Some scientists hypothesize that this could have happened to our baby moon. And however the tilt got started, the wonky convection currents may have shifted themselves to match the moon’s orientation relative to Earth. See, the reason why we have this consistent view of the moon is because it’s tidally locked—it’s spinning at just the right speed to keep one side pointed our way at all times. And this locking happened pretty early on in the moon’s history, so the near side was kept hot by a new molten Earth blasting a bunch of heat towards it, while the far side got to cool down. That temperature difference, flowing from near side to far side, could have shifted the lopsided convection currents to match.

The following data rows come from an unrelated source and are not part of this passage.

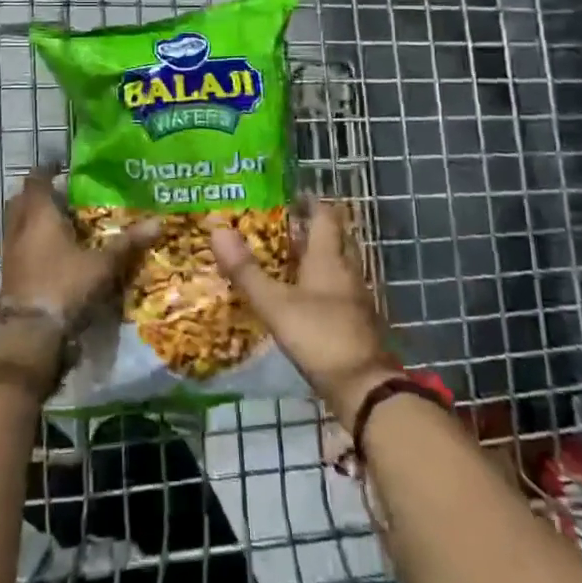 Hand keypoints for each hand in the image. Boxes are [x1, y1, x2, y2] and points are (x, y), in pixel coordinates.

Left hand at [0, 164, 160, 323]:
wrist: (30, 332)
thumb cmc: (64, 285)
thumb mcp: (102, 265)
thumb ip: (128, 243)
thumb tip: (159, 221)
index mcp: (39, 213)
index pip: (37, 179)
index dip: (48, 170)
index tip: (63, 167)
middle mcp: (19, 226)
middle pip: (23, 199)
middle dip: (40, 194)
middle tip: (64, 195)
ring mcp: (10, 251)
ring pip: (18, 223)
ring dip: (33, 218)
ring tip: (61, 222)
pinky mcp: (9, 273)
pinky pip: (18, 245)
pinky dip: (32, 241)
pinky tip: (53, 252)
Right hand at [209, 199, 398, 426]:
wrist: (364, 388)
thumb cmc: (319, 336)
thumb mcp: (275, 304)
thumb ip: (246, 270)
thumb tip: (217, 229)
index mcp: (329, 258)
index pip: (325, 216)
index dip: (310, 202)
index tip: (291, 194)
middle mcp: (347, 269)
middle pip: (335, 237)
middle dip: (314, 226)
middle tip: (285, 222)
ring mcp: (356, 296)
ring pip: (339, 263)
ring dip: (318, 254)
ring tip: (288, 254)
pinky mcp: (357, 320)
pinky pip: (340, 287)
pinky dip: (323, 281)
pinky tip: (304, 293) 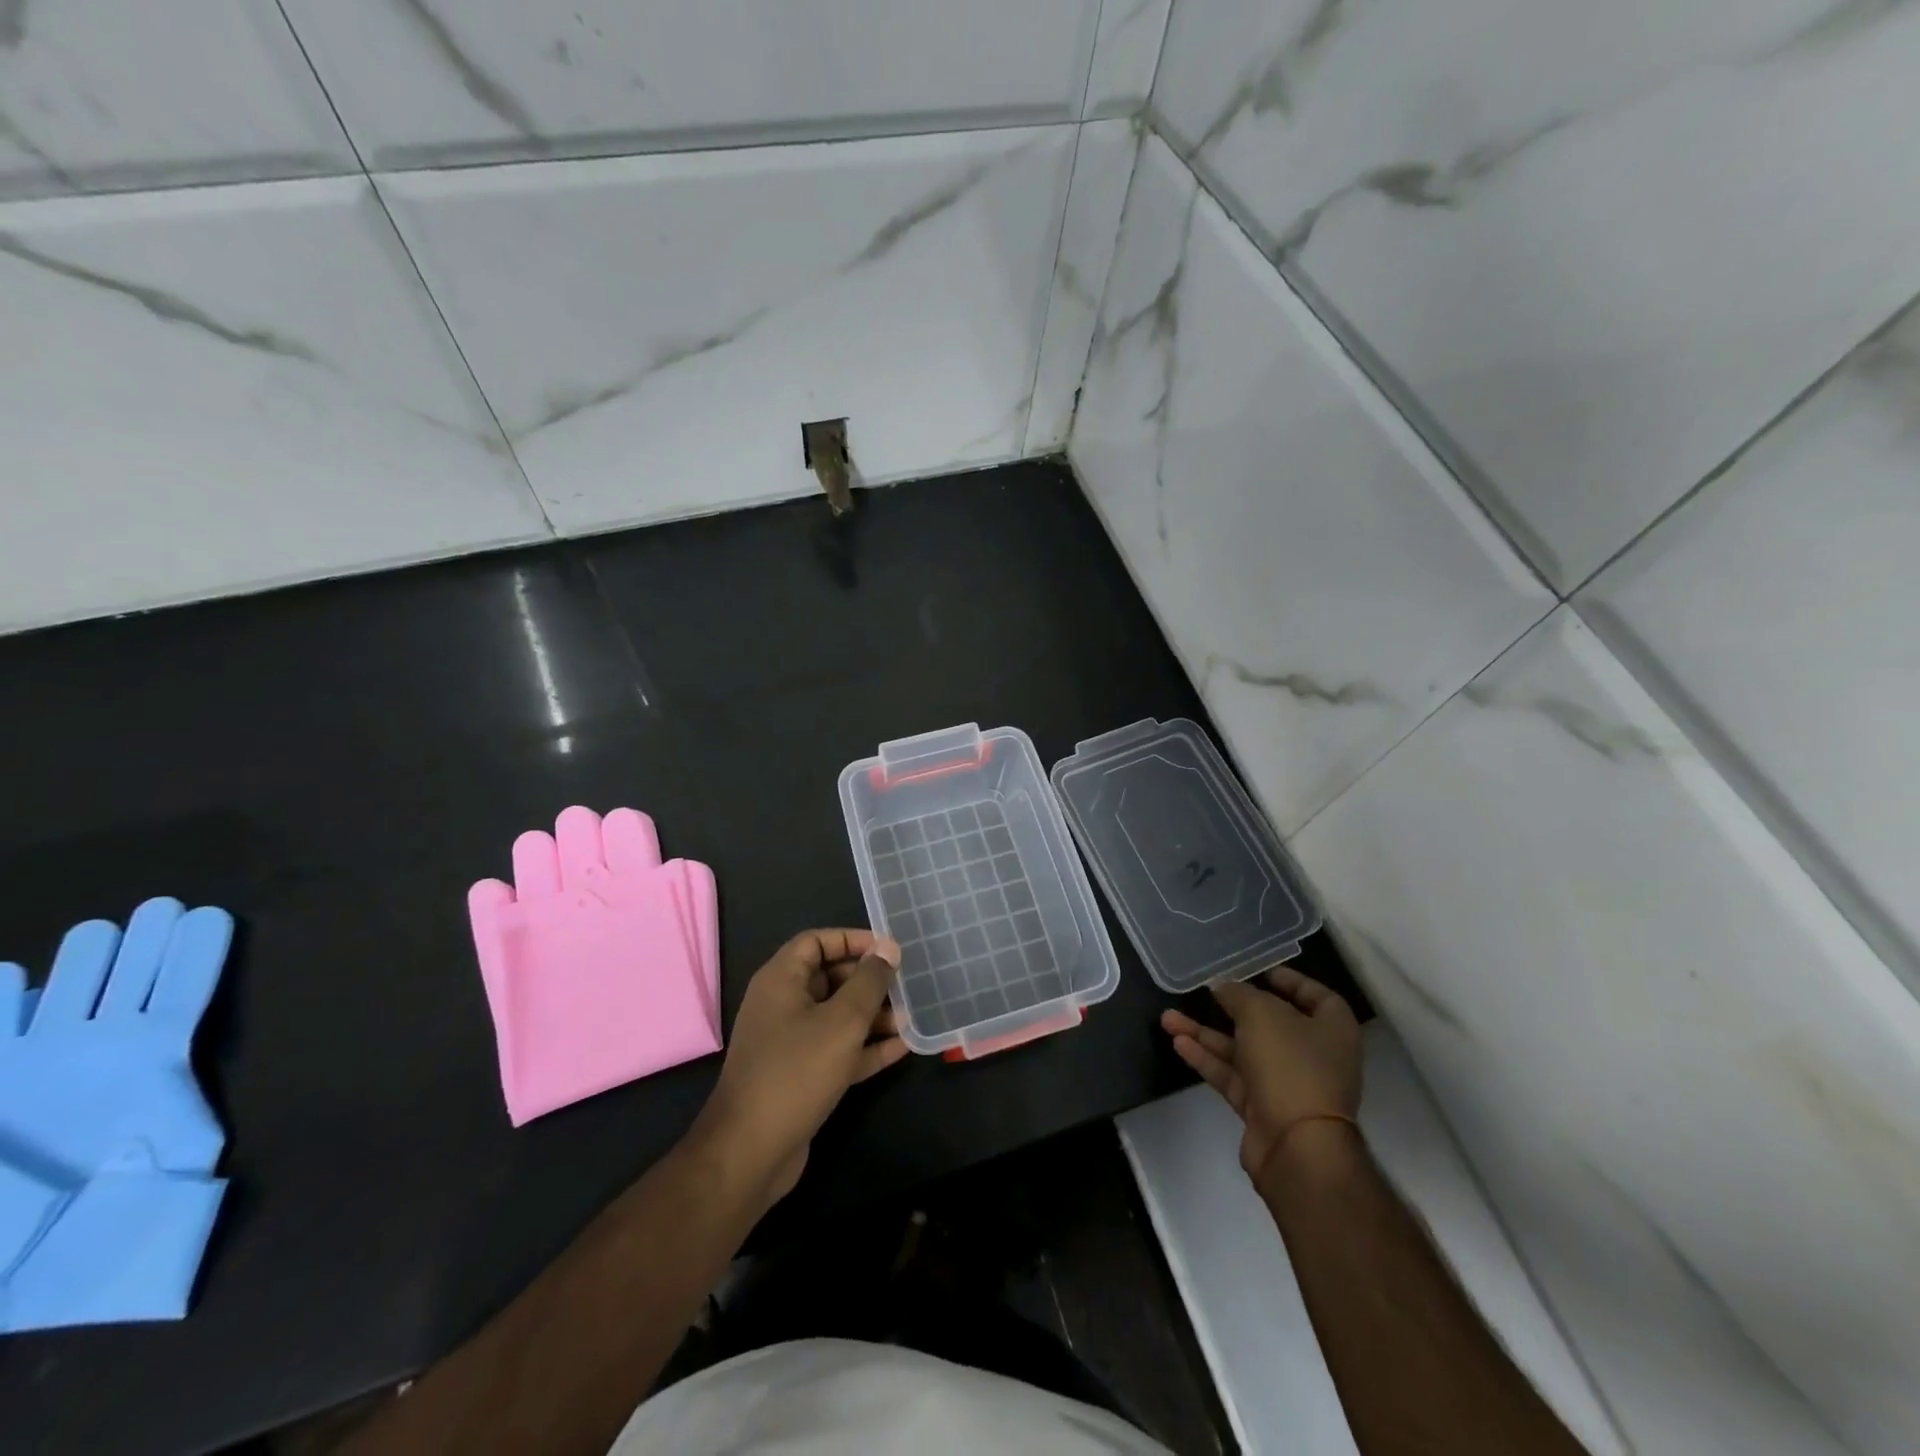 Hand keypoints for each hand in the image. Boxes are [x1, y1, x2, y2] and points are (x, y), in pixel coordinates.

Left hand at [691, 929, 905, 1205]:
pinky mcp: (801, 1076)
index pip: (816, 942)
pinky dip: (865, 1047)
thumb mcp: (842, 1021)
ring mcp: (790, 1043)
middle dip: (868, 981)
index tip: (887, 950)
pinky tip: (901, 1048)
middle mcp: (782, 1005)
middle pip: (829, 978)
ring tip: (909, 1018)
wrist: (750, 1153)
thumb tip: (889, 947)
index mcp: (781, 981)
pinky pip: (837, 1050)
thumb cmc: (796, 1072)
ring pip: (836, 1016)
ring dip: (872, 1016)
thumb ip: (869, 981)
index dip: (852, 940)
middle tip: (905, 986)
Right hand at [1161, 966, 1361, 1187]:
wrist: (1296, 1147)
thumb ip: (1239, 995)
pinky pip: (1232, 1076)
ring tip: (1168, 1017)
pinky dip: (1207, 1059)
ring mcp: (1288, 1085)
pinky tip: (1179, 1043)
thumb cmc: (1291, 1066)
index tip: (1262, 972)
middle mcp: (1314, 1056)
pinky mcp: (1263, 1109)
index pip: (1317, 997)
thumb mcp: (1261, 1014)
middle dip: (1234, 1008)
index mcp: (1332, 1031)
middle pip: (1272, 1024)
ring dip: (1207, 1034)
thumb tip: (1223, 987)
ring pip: (1243, 1051)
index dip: (1292, 981)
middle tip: (1207, 992) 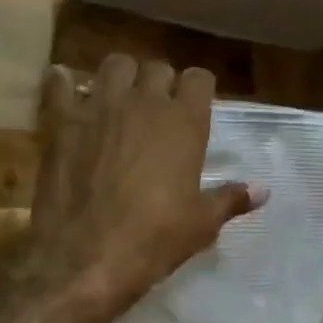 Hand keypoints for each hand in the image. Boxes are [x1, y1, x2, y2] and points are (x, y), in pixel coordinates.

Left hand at [24, 55, 263, 322]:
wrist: (85, 257)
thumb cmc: (154, 239)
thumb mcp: (201, 224)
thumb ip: (231, 198)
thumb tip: (263, 190)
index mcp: (184, 122)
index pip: (200, 78)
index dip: (198, 89)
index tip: (195, 105)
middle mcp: (144, 102)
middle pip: (157, 68)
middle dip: (160, 83)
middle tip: (156, 108)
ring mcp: (100, 107)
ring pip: (114, 65)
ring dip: (120, 76)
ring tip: (117, 98)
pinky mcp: (62, 122)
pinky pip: (60, 84)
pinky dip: (62, 83)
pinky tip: (64, 88) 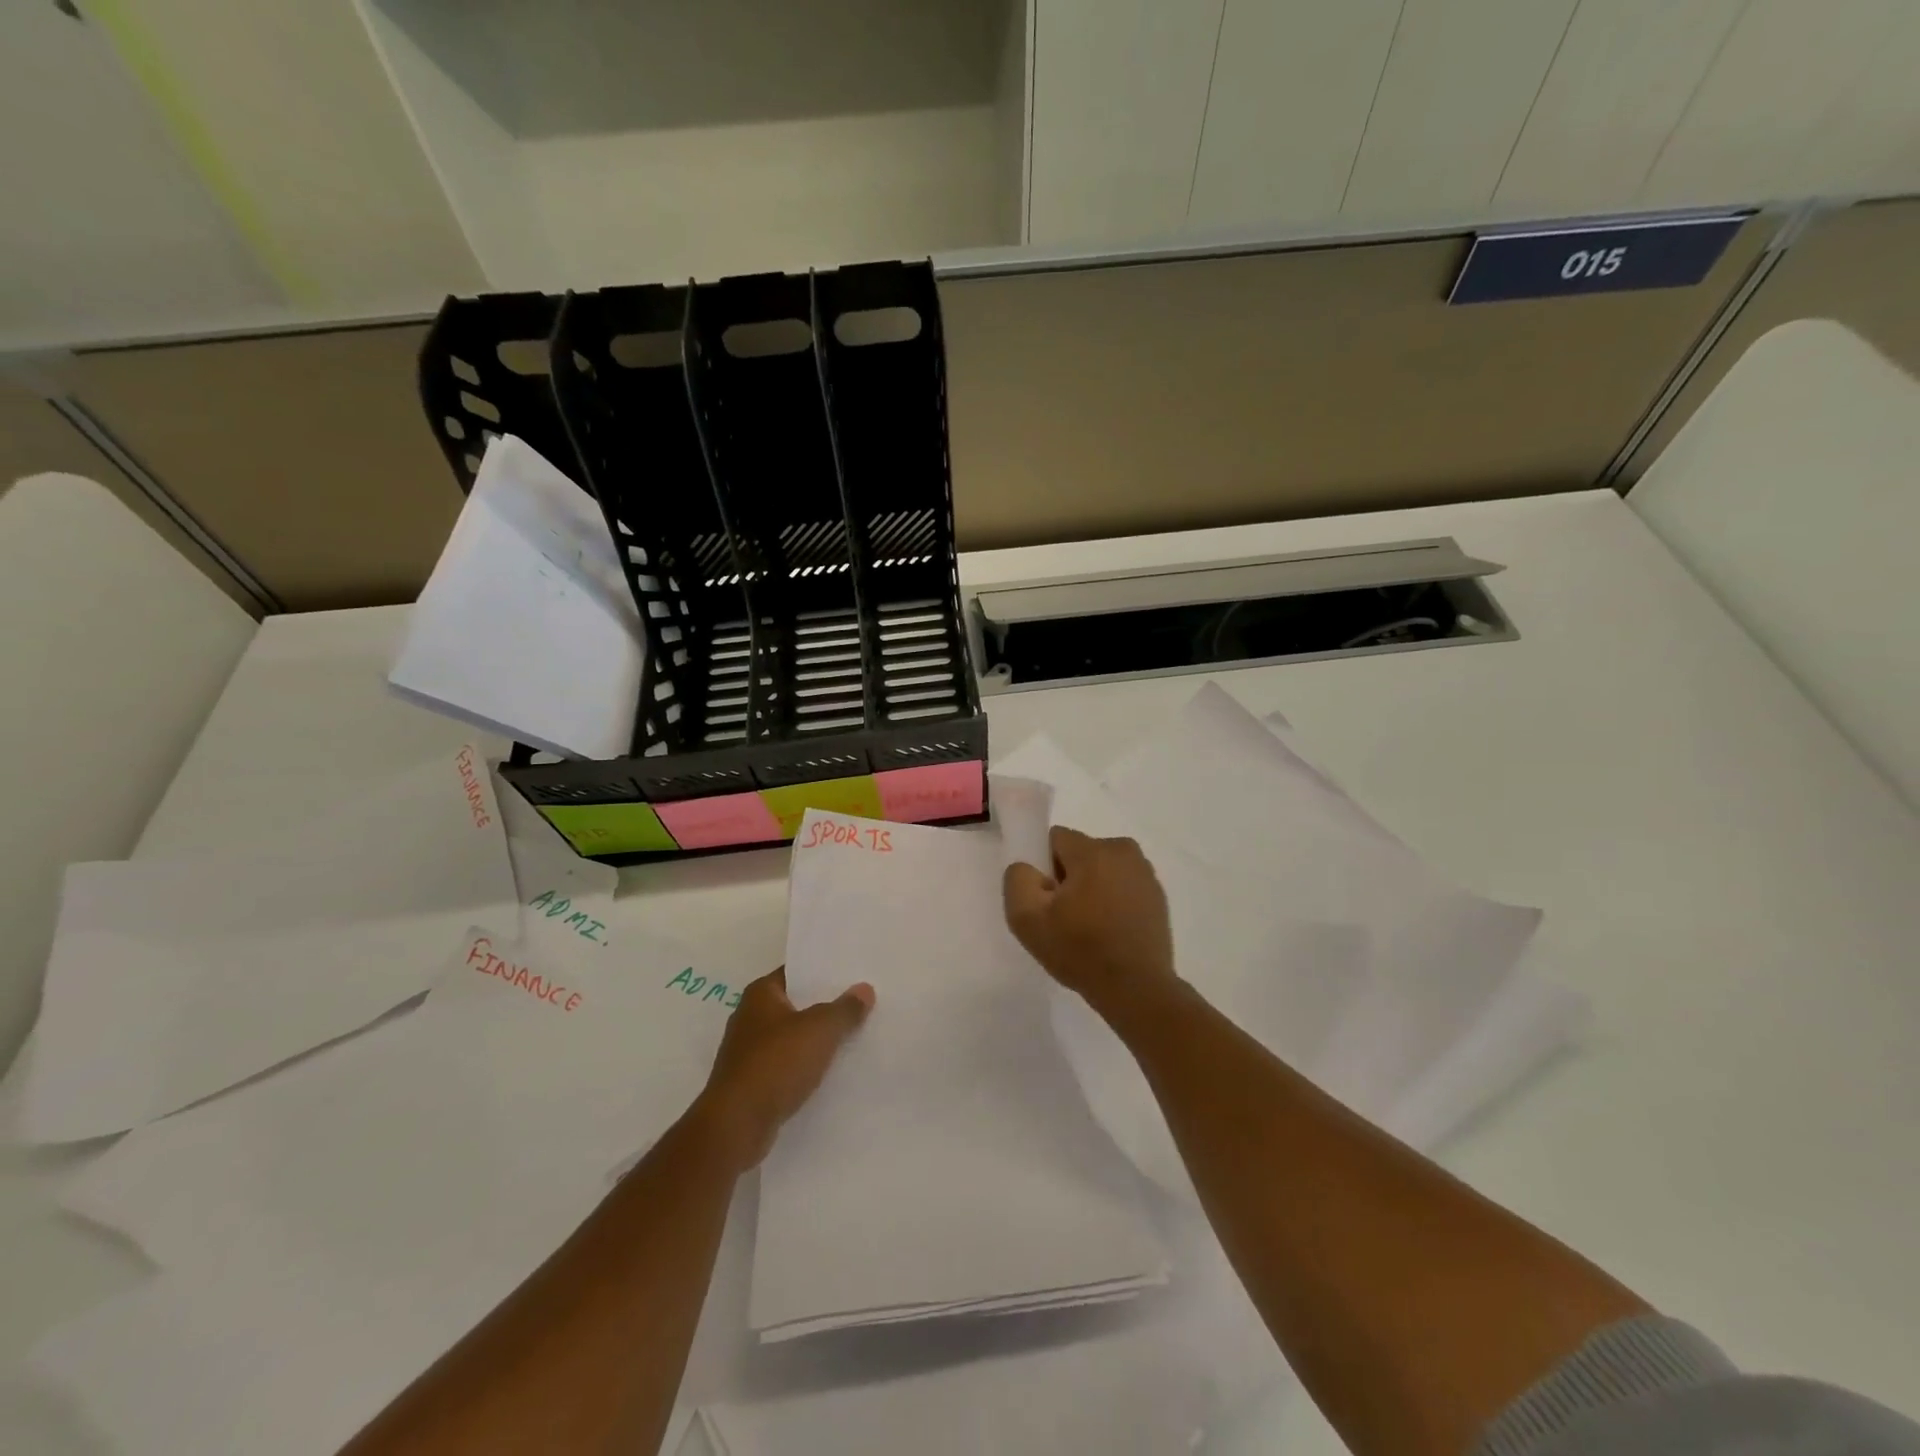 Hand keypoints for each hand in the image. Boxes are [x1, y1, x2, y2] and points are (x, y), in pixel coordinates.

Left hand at [690, 967, 873, 1169]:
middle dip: (824, 1006)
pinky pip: (786, 1066)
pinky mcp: (751, 1084)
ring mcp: (748, 1053)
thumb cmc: (776, 1064)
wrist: (736, 1126)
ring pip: (792, 1038)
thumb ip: (845, 1009)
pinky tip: (830, 1072)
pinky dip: (805, 1067)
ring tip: (853, 1037)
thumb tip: (864, 989)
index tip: (853, 974)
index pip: (796, 972)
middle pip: (796, 1005)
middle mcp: (750, 1017)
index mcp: (760, 994)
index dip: (824, 972)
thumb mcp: (820, 1030)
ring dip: (815, 1040)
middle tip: (861, 1004)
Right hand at [1003, 826, 1177, 1021]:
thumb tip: (1028, 868)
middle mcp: (1124, 851)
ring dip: (1091, 889)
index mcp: (1094, 850)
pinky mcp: (1158, 896)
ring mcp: (1146, 874)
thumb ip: (1018, 880)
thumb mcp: (1027, 919)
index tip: (1047, 900)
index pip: (1055, 839)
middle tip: (1065, 918)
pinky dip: (1113, 901)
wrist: (1136, 989)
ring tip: (1089, 929)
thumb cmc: (1080, 951)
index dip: (1043, 868)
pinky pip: (1122, 886)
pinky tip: (1110, 933)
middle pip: (1079, 853)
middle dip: (1068, 878)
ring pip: (1102, 869) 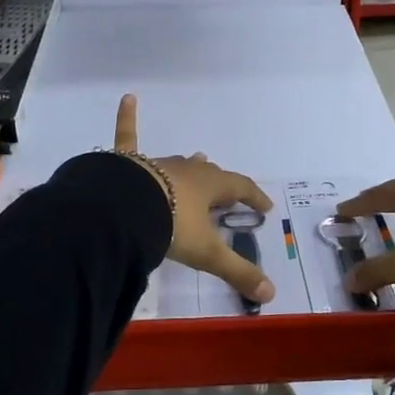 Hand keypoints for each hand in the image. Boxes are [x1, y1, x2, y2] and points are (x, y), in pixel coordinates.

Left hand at [113, 95, 275, 304]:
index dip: (253, 197)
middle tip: (227, 195)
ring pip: (179, 163)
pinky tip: (127, 98)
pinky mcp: (128, 163)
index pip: (240, 188)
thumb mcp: (207, 253)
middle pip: (210, 175)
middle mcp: (187, 171)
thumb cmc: (171, 227)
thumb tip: (270, 296)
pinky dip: (126, 118)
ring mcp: (157, 163)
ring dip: (190, 166)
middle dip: (221, 185)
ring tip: (198, 160)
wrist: (124, 210)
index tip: (264, 207)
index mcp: (210, 186)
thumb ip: (237, 272)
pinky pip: (128, 137) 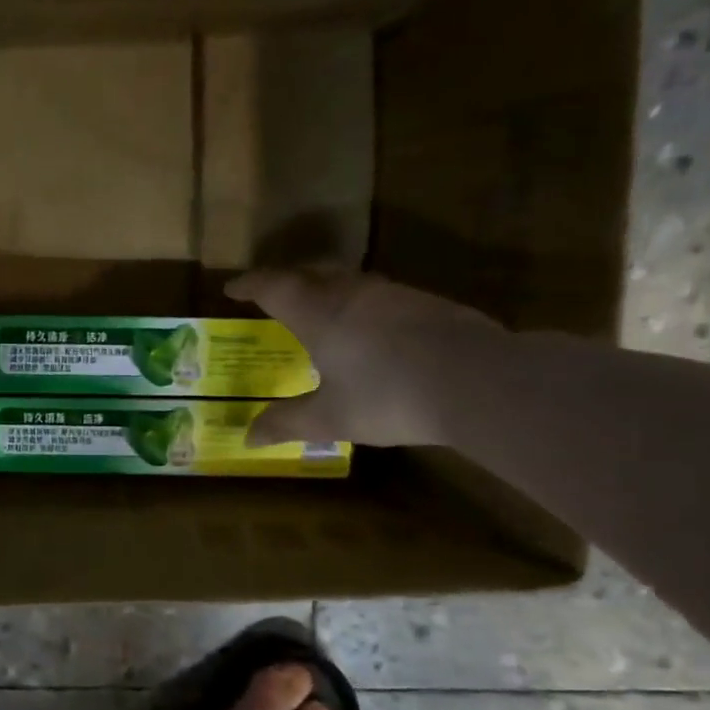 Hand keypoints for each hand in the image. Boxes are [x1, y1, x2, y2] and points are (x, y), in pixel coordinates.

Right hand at [225, 268, 501, 447]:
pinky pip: (380, 295)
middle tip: (274, 294)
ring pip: (349, 280)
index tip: (231, 289)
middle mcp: (352, 292)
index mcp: (318, 312)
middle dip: (287, 280)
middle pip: (311, 272)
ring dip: (327, 289)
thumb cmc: (388, 396)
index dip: (248, 285)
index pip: (273, 286)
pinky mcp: (428, 303)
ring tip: (321, 310)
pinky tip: (371, 331)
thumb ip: (286, 423)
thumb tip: (247, 437)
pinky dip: (361, 305)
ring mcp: (394, 294)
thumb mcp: (330, 418)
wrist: (478, 381) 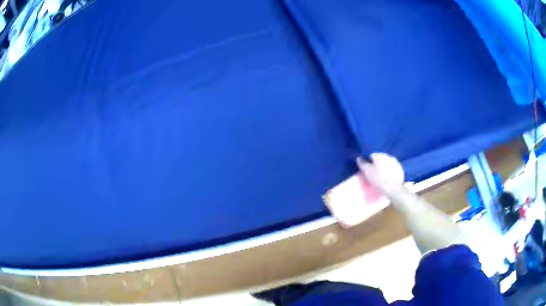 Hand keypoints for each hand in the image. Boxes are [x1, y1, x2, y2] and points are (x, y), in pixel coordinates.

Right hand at [357, 153, 404, 197]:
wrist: (394, 189)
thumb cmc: (379, 179)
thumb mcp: (367, 172)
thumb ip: (362, 163)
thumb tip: (358, 157)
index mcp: (380, 155)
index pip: (371, 156)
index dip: (368, 163)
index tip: (367, 170)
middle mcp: (388, 156)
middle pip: (380, 159)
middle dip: (377, 164)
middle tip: (374, 174)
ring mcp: (396, 162)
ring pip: (387, 163)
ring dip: (384, 167)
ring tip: (382, 177)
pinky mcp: (400, 170)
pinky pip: (393, 168)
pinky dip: (390, 171)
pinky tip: (389, 178) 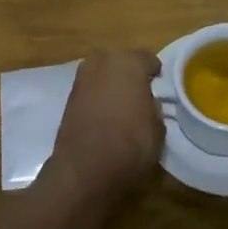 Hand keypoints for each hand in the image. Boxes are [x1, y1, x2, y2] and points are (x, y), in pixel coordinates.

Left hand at [50, 49, 163, 203]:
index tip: (159, 89)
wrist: (85, 169)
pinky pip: (90, 89)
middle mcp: (103, 61)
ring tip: (120, 106)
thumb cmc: (130, 144)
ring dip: (111, 84)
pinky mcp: (68, 96)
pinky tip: (103, 115)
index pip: (149, 59)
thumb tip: (147, 102)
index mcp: (129, 62)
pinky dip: (97, 97)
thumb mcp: (158, 128)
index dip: (155, 75)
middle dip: (130, 74)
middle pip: (122, 61)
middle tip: (139, 95)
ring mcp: (82, 77)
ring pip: (103, 73)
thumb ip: (154, 107)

And because they’re lopsided, the currents would have started dragging material away from the hot near side, where it was easier for rocks to stay molten, over to the cooler far side, where some of them could solidify. Meanwhile, the stuff that didn’t solidify as easily—including potassium, rare earth metals, and phosphorus—made up the leftovers that could form the crust on the near side. So tilted convection could be one way that the moon ended up with a thin, creepy crust on one side and a thicker, creepless crust on the opposite.

Underneath that solid crust, there was a cooling but still molten mantle. So, on the near side, a meteorite could have punched right through the thin crust and caused magma to bubble up a volcano. And on the far side, the same impact would have been stopped cold by the thicker crust. It’s a neat idea, but it’s still just a hypothesis.